In view of rapid technology advancements and the deployment of such by financial market participants, the U.S. Securities and Exchange Commission (SEC) has published a press statement to announce an upcoming consultation in connection with the use of Predictive Data Analytics (PDA) by broker-dealers and investment advisers. Specifically, the SEC seeks to establish separate rules concerning the monitoring, mitigation, and prevention of conflicts of interest when using PDA in their dealing with clients. Naturally, the key aim of the Commission is to protect investors from the potential use of PDA that could benefit broker-dealers to the detriment of their clients (for example, via „guiding investors“ towards high risk investments by using analytical data about their investment behavior to design their websites so as to encourage high risk investing).
According to the enclosed draft, PDA – or „covered technology“ – would be defined as „an analytical, technological, or computational function, algorithm, model, correlation matrix, or similar method or process that optimizes for, predicts, guides, forecasts, or directs investment-related behaviors or outcomes“. The proposed rules would encompass requirements as to the elimination or neutralization of any such conflicts of interest, the maintenance of policies and procedures to ensure compliance with such requirements, and associated recordkeeping obligations.
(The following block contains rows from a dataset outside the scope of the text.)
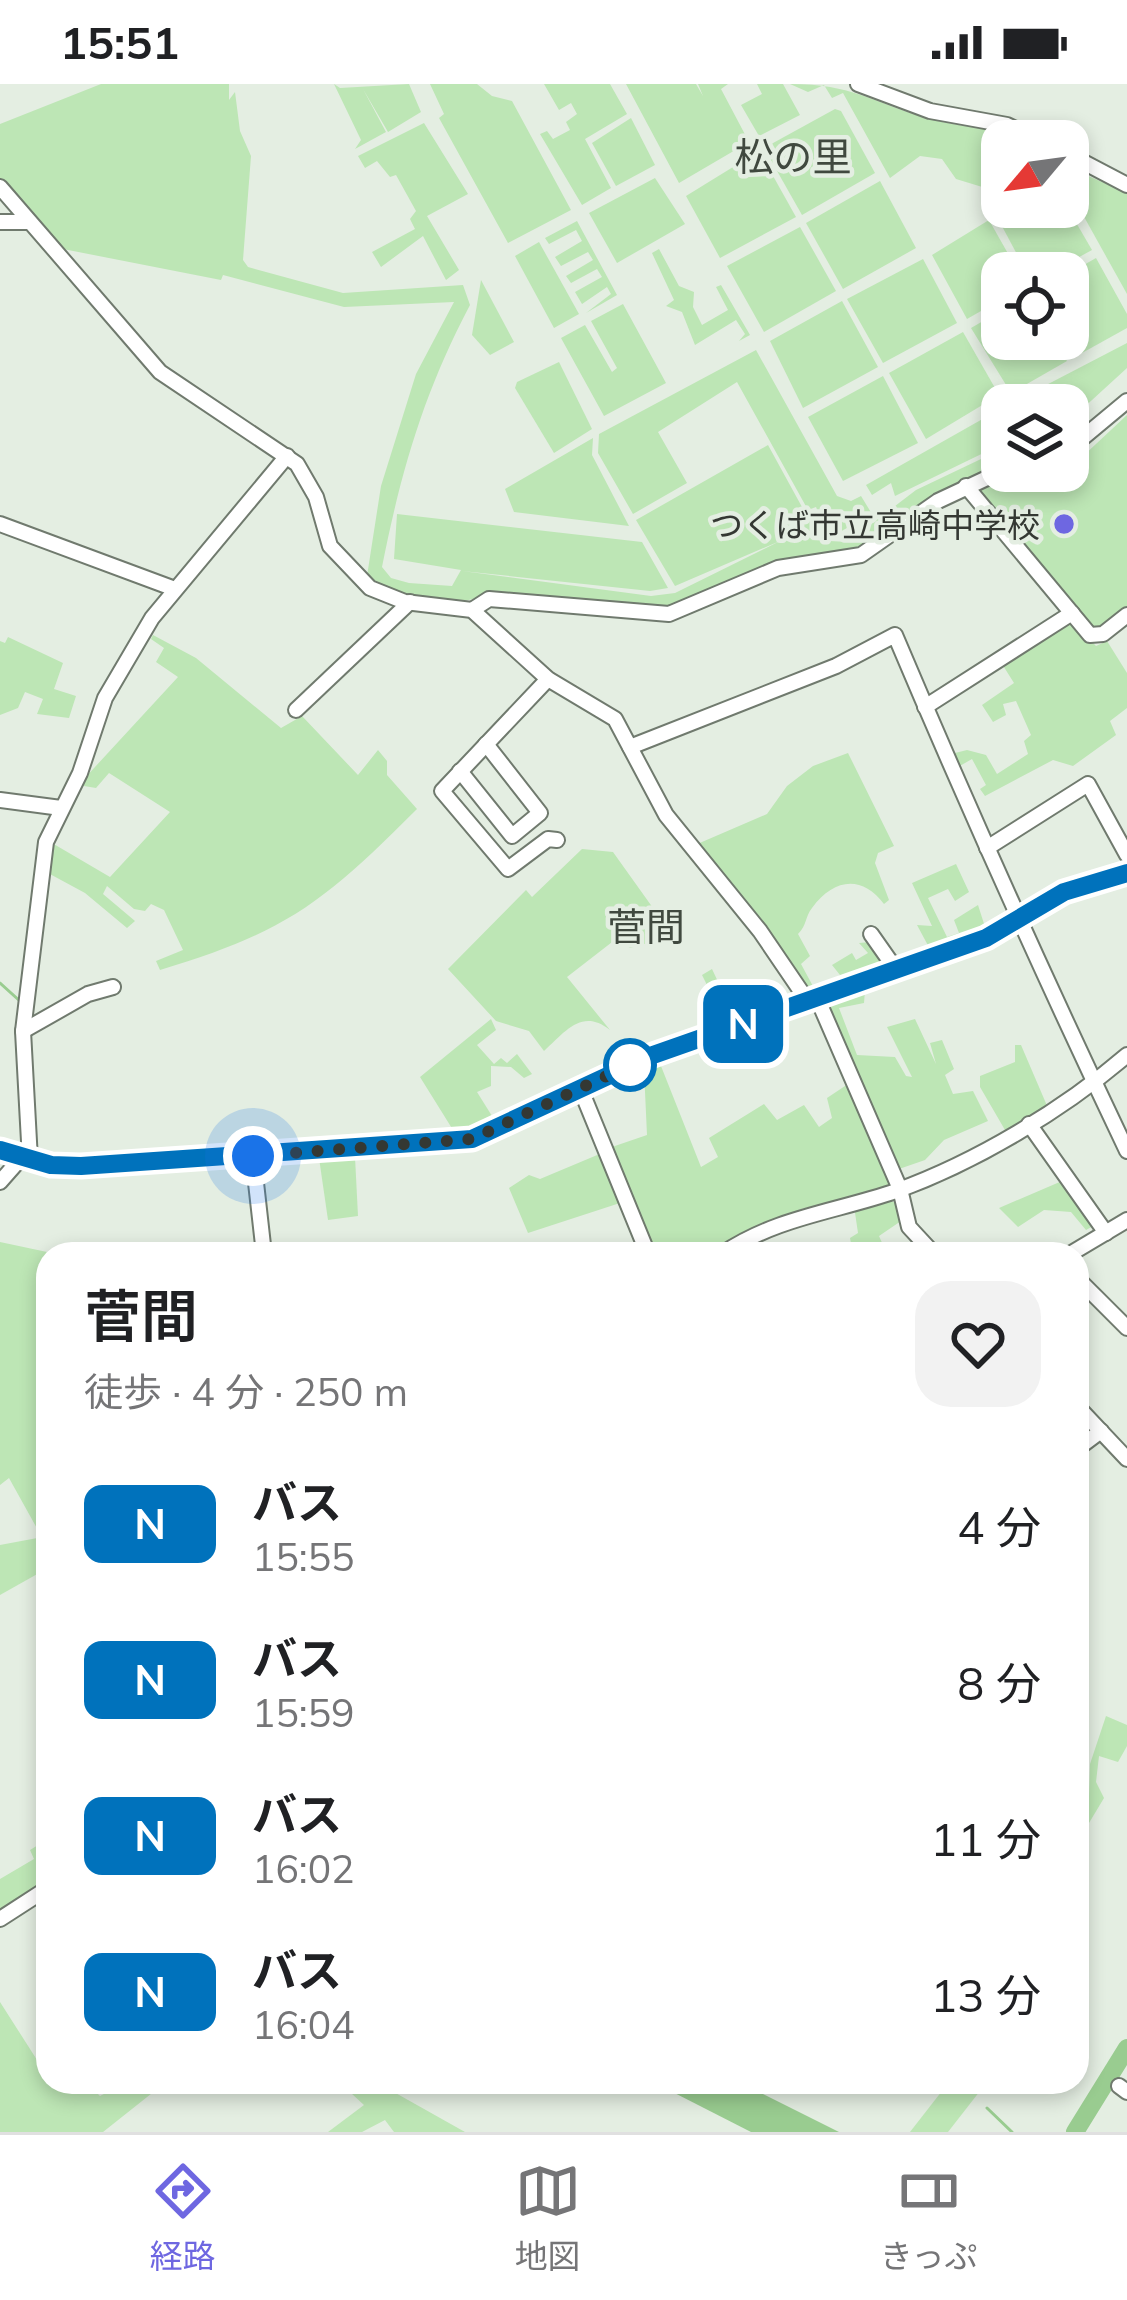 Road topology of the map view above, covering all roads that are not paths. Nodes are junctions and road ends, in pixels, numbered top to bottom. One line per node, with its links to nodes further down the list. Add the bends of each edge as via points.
1 (858, 84): 2 (street)
2 (981, 120)
3 (1089, 165): 4 (street)
4 (1127, 185)
5 (0, 187): 6 (street)
6 (28, 222): 7 (street); 11 (street, via 160,372)
7 (3, 223): 8 (street)
8 (0, 241)
9 (1127, 401): 10 (street)
10 (1089, 433)
11 (287, 456): 15 (street); 16 (street, via 309,483 325,537 342,562 381,595)
12 (981, 480): 13 (street)
13 (966, 486): 17 (street, via 861,555 778,568 669,614 489,599); 18 (street)
14 (0, 524): 15 (street)
15 (175, 589): 27 (street, via 105,698)
16 (410, 602): 17 (street); 22 (street)
17 (472, 610): 20 (street)
18 (1072, 613): 19 (street, via 1099,636); 21 (street)
19 (1127, 615)
20 (548, 679): 23 (street); 24 (street, via 610,716)
21 (926, 707): 24 (street, via 895,635); 29 (street)
22 (296, 710)
23 (486, 744): 25 (street); 25 (street, via 540,813 512,836)
24 (630, 747): 36 (street, via 666,815)
25 (460, 771): 28 (street, via 442,790 508,869)
26 (0, 800): 27 (street)
27 (61, 808): 37 (street, via 41,872)
28 (557, 839)
29 (987, 848): 30 (street, via 1088,784); 32 (street)
30 (1127, 855)
31 (1127, 873): 32 (street, via 1064,892)
32 (1018, 923): 34 (street); 39 (street)
33 (871, 934): 34 (street)
34 (897, 971): 36 (street)
35 (113, 987): 37 (street)
36 (814, 1002): 40 (street, via 683,1043); 47 (street)
37 (23, 1031): 45 (street)
38 (1127, 1055): 39 (street)
39 (1096, 1081): 41 (street); 43 (street)
40 (581, 1090): 44 (street, via 472,1139); 51 (street)
41 (1029, 1124): 47 (street); 49 (street)
42 (0, 1150): 45 (street)
43 (1127, 1151)
44 (253, 1156): 45 (street, via 81,1166); 50 (street)
45 (26, 1159): 46 (street)
46 (0, 1182)
47 (900, 1189): 52 (street, via 801,1214); 53 (street, via 909,1227)
48 (1127, 1220): 49 (street)
49 (1106, 1233): 54 (street)
50 (263, 1242)
51 (643, 1242)
52 (746, 1242)
53 (923, 1242)
54 (1089, 1243)
55 (1089, 1290): 56 (street)
56 (1127, 1328)
57 (1089, 1420): 58 (street)
58 (1101, 1431): 59 (street); 60 (street)
59 (1089, 1440)
60 (1127, 1460)
61 (36, 1896): 62 (street)
62 (0, 1919)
The key elements of the draft rules are briefly described below:
(1) Elimination or neutralization of conflicts of interest:
Brokers or dealers would be required to assess the current or potential use of covered technology in investor interactions. This evaluation would aim to identify any conflicts of interest associated with the use or potential use of such technology. The evaluation should include testing of the covered technology before implementation or significant modification, and periodic assessments thereafter. If conflicts of interest are identified (as per the evaluation in point 1), brokers or dealers would have to determine whether these conflicts of interest lead to situations where the broker’s or dealer’s interests, or those of associated individuals, are prioritized over the interests of investors. If a conflict of interest is found to place the interests of the broker or dealer ahead of those of investors, the broker or dealer would have to take prompt steps to eliminate or neutralize the effect of that conflict of interest.
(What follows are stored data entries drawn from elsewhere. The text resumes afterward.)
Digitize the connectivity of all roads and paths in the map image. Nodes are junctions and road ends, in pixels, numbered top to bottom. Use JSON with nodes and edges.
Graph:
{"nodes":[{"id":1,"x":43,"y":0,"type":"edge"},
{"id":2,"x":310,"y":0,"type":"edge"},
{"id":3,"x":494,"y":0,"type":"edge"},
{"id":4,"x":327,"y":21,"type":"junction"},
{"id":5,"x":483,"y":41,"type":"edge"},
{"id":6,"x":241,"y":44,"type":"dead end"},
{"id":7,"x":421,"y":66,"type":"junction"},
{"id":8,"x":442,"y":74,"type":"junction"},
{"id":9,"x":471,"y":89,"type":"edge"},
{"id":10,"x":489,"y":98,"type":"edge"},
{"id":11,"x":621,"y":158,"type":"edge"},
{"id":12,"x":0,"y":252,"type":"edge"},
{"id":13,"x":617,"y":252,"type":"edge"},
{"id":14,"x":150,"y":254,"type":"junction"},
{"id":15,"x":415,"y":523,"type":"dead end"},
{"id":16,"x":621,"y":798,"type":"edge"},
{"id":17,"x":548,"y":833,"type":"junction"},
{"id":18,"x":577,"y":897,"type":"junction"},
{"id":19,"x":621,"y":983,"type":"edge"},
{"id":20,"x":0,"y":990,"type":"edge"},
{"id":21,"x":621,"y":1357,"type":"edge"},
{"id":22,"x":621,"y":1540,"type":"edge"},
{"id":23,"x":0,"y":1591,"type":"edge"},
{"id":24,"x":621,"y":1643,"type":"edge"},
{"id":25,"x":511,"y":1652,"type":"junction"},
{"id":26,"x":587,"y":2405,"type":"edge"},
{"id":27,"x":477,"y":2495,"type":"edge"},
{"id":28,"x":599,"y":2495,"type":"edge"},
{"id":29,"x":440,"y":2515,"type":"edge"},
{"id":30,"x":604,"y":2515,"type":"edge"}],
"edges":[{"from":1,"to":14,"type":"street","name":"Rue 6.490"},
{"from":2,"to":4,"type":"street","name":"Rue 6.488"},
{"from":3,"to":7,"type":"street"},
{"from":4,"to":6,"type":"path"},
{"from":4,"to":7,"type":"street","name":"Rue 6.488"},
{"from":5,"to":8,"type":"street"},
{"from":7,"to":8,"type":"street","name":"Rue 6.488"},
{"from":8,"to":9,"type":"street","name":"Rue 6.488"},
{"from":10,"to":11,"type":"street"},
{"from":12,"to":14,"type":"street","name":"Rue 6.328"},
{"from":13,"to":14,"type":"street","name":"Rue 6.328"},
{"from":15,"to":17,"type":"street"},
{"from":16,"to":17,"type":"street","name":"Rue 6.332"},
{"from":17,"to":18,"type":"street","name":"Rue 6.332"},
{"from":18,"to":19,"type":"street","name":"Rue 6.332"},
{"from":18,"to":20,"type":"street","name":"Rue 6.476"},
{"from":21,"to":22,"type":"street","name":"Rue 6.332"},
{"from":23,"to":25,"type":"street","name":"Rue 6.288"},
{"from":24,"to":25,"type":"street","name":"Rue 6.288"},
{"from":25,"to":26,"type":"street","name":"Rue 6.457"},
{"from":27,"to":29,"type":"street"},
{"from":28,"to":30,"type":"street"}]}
(2) Introduction of policies and procedures:
Brokers or dealers subject to the above requirements would have to establish written policies and procedures to ensure compliance with the conflict of interest rules outlined in (1). These policies and procedures would have to cover:
– the documentation of the process of evaluating the use or potential use of covered technology in investor interactions. This includes describing any significant features of the technology and any conflicts of interest associated with its use. This information would have to be updated periodically.
– the documentation of a procedure for determining whether conflicts of interest identified in the evaluation process actually result in situations where the broker’s or dealer’s interests are placed ahead of investors‘ interests.
– the documentation of the steps to eliminate or neutralize the effects of conflicts of interest found to prioritize the broker’s or dealer’s interests over those of investors.
Furthermore, these policies and procedures would have to be re-evaluated on an annual basis as to their effectiveness and adequacy. The written descriptions of the processes should also be reviewed as part of this process.
(3) Retention of records:
Finally, the new rules would require certain members of national securities exchanges, brokers, and dealers to create and maintain specific records as to the use of covered technologies in investor interactions. The records would have to be kept for a minimum period of six years and include, among others:
– a list of deployed PDA (must be created right at the beginning of such use);
– any changes to the PDA or its use;
– the evaluation processes described above;
– specifics to conducted testing of the covered technology (date of testing, methods of testing, identified conflicts of interest); or
– the disclosures made to investors about a firm’s use of PDA.